Easter II 2008

Speaking Index

Delivered 29 March 2008, the Second Sunday of Easter

Welcome

Alleluia! Alleluia! He is Risen!

Today we deal with the aftermath of the resurrection. We'll spend some time with Doubting Thomas and look at truth and the search for knowledge, Romeo and Juliet, and touch on the matter of myths, although I find that I didn't actually use that word in the sermon. The sermon I wrote today isn't the one I expected to write, but Larkin will probably be very glad of it. I don't think this one is likely to get me thrown out of the church, my first idea might have!

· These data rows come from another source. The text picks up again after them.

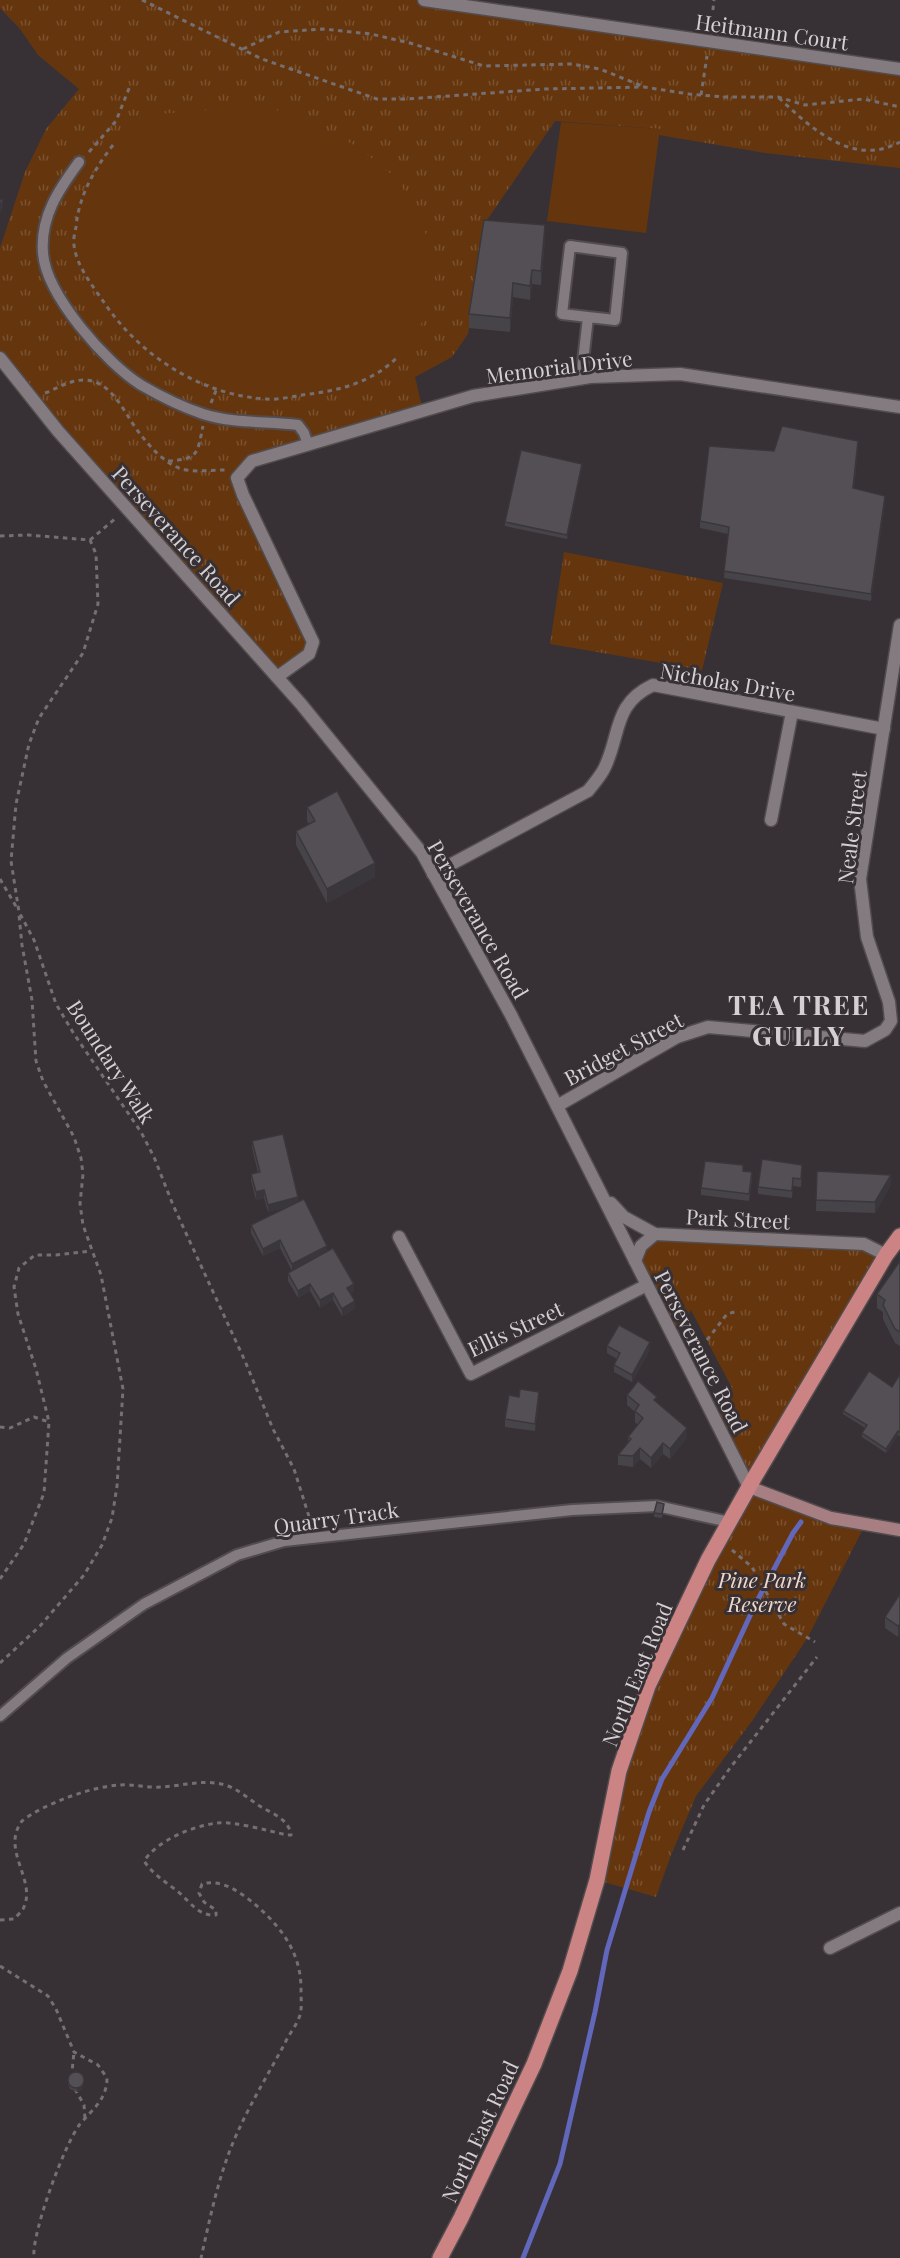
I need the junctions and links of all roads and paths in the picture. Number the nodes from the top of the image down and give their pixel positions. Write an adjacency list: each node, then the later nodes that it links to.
1 (142, 0): 5 (path)
2 (424, 0): 4 (street, Heitmann Court)
3 (714, 0): 4 (path)
4 (710, 42): 6 (street, Heitmann Court); 9 (path)
5 (243, 49): 8 (path); 8 (path)
6 (900, 69)
7 (130, 86): 14 (path)
8 (644, 87): 9 (path)
9 (701, 95): 10 (path)
10 (778, 97): 11 (path); 12 (path)
11 (900, 108)
12 (900, 142)
13 (113, 145): 19 (path)
14 (80, 162): 22 (lane)
15 (588, 317): 15 (lane); 18 (lane)
16 (398, 357): 19 (path)
17 (0, 358): 20 (street, Perseverance Road)
18 (581, 379): 21 (street, Memorial Drive); 23 (street, Memorial Drive)
19 (217, 388): 22 (path)
20 (32, 399): 24 (path); 26 (street, Perseverance Road)
21 (900, 407)
22 (206, 414): 23 (lane); 24 (path)
23 (308, 444): 25 (street, Memorial Drive)
24 (165, 461): 25 (path)
25 (252, 461): 30 (street)
26 (127, 508): 28 (path); 30 (street, Perseverance Road)
27 (0, 536): 28 (path)
28 (90, 540): 36 (path, Boundary Walk)
29 (900, 626): 32 (street, Neale Street)
30 (277, 677): 34 (street, Perseverance Road)
31 (792, 712): 32 (street, Nicholas Drive); 33 (street); 34 (street, Nicholas Drive)
32 (884, 729): 37 (street, Neale Street)
33 (771, 820)
34 (433, 874): 38 (street, Perseverance Road)
35 (0, 879): 36 (path)
36 (19, 912): 43 (path); 54 (path, Boundary Walk)
37 (885, 1030): 38 (street, Bridget Street)
38 (557, 1106): 39 (street, Perseverance Road)
39 (600, 1191): 40 (street, Park Street); 45 (street, Perseverance Road)
40 (655, 1234): 44 (street, Park Street); 45 (street)
41 (900, 1236): 44 (main road, North East Road)
42 (399, 1237): 46 (street, Ellis Street)
43 (91, 1251): 49 (path); 59 (path)
44 (886, 1255): 51 (main road, North East Road)
45 (635, 1261): 46 (street, Perseverance Road)
46 (647, 1286): 51 (street, Perseverance Road)
47 (738, 1311): 48 (path)
48 (707, 1340)
49 (49, 1422): 50 (path); 56 (path)
50 (0, 1427)
51 (749, 1487): 52 (main road, North East Road); 53 (main road)
52 (729, 1522): 54 (lane, Quarry Track); 55 (main road, North East Road)
53 (900, 1530)
54 (315, 1536): 60 (lane, Quarry Track)
55 (720, 1539): 57 (path); 72 (main road, North East Road)
56 (0, 1579)
57 (815, 1642)
58 (818, 1657): 62 (path)
59 (0, 1663)
60 (0, 1716)
61 (9, 1842): 71 (path)
62 (683, 1850)
63 (14, 1865): 65 (path)
64 (900, 1913): 66 (street)
65 (0, 1920)
66 (830, 1948)
67 (0, 1966): 68 (path)
68 (74, 2052): 69 (path); 69 (path)
69 (85, 2120): 70 (path)
70 (33, 2258)
71 (201, 2258)
72 (440, 2258)

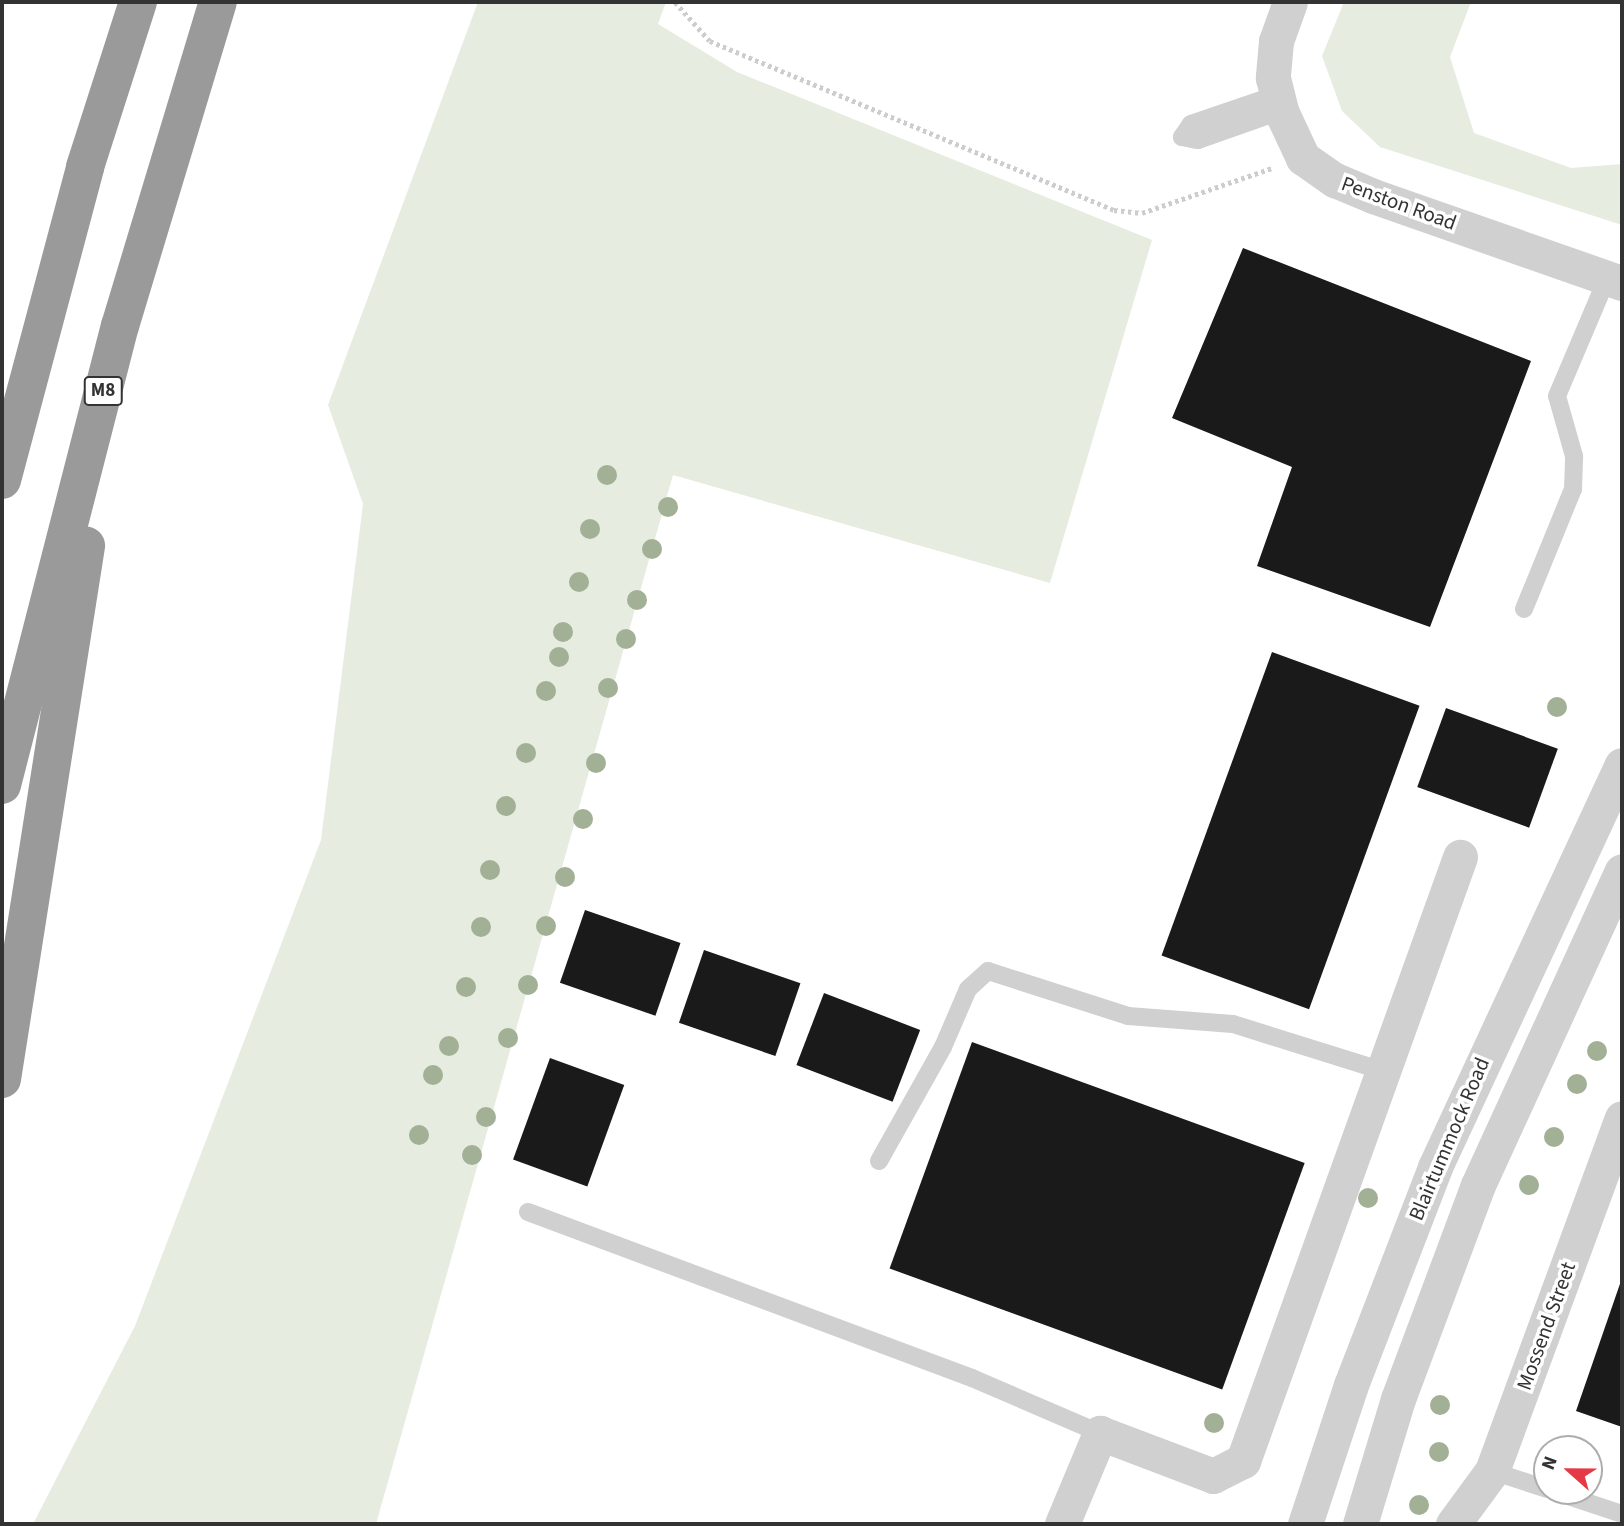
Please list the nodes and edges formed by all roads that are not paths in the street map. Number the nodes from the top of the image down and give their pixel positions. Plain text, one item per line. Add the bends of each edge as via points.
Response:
1 (138, 2) edge
2 (218, 2) edge
3 (1290, 2) edge
4 (1617, 279) edge
5 (120, 326) junction
6 (2, 480) edge
7 (1524, 609) dead end
8 (1622, 765) edge
9 (2, 785) edge
10 (1460, 857) dead end
11 (1622, 870) edge
12 (1383, 1071) junction
13 (2, 1079) edge
14 (1622, 1118) edge
15 (879, 1161) dead end
16 (528, 1212) dead end
17 (1100, 1433) junction
18 (1492, 1471) junction
19 (1533, 1484) edge
20 (1595, 1505) edge
21 (1622, 1514) edge
22 (1062, 1524) edge
23 (1305, 1524) edge
24 (1360, 1524) edge
25 (1453, 1524) edge

1 - 6 highway via 85,167
2 - 5 highway, M8
3 - 4 street, Penston Road via 1276,41 1279,103 1303,158 1335,180 1373,196
4 - 7 lane via 1557,396 1574,456 1573,489
5 - 9 highway, M8
5 - 13 highway
8 - 23 street, Blairtummock Road via 1435,1167 1351,1385
10 - 12 street
11 - 24 street via 1543,1035 1479,1185 1398,1399
12 - 15 lane via 1233,1024 1128,1016 988,971 968,989 943,1047
12 - 17 street via 1243,1461 1213,1476
14 - 18 street, Mossend Street
16 - 17 lane via 972,1378
17 - 22 street
18 - 19 lane
18 - 25 street, Mossend Street
20 - 21 lane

Larkin lives in constant fear that this will happen again, every time I open my mouth!

The Lectionary

Acts 2:14a, 22-32
Psalm 16
I Peter 1:3-9
John 20:19-31

The Sermon

Grace and peace to you from God our Father, and from his son Jesus the Christ, and from the Holy Spirit. Amen

When I first encountered Thomas in Sunday School, lo these many years past, I was horrified that Thomas could have doubted the resurrection. I was sure that I would have had no doubts at all. How could Thomas have demanded to put his hand in his Lord's side before accepting the truth? How could he have not seen the truth? Of course, this was when I was six, maybe eight years old. I hadn't yet paid the price of believing things that weren't true.

As Pilate [pronounced pee-LAH-tay] said in the Gospel we heard last weekend ... Can I pronounce it that way now? I'm frankly delighted that the Pilates fitness program may finally teach Americans how that name is actually pronounced. I'm talking about Pontius Pilate, [pone-TEE-us pee-LAH-tay] the Procurator of Judaea, whose name my Sunday school teachers all rendered as PAWN-chus PIE-lut. But I digress ... As Pilate said in the Gospel we heard on Good Friday, "What is truth?"

I don't know if Pilate knew the answer to his own question. I've struggled with it for years.

There's a wonderful movie Larkin and I enjoy, Secondhand Lions, in which a pair of crotchety and reclusive old brothers find themselves with a young grand nephew, Walter, left at their door. The more irascible of the two brothers, Hub McCann, played by Robert Duvall, gives Walter a piece of his "what every boy needs to know about becoming a man" speech. We don't hear much of it, but what we hear is potent:

"Sometimes the things that may or may not be true are the things a man needs to believe in the most. That people are basically good. That honour, courage and virtue mean everything; that power and money, money and power, mean nothing. That good always triumphs over evil. And I want you to remember this: that love, true love never dies! Remember that boy ... remember that. Doesn't matter if it is true or not, a man should believe in those things, because those are the things worth believing in."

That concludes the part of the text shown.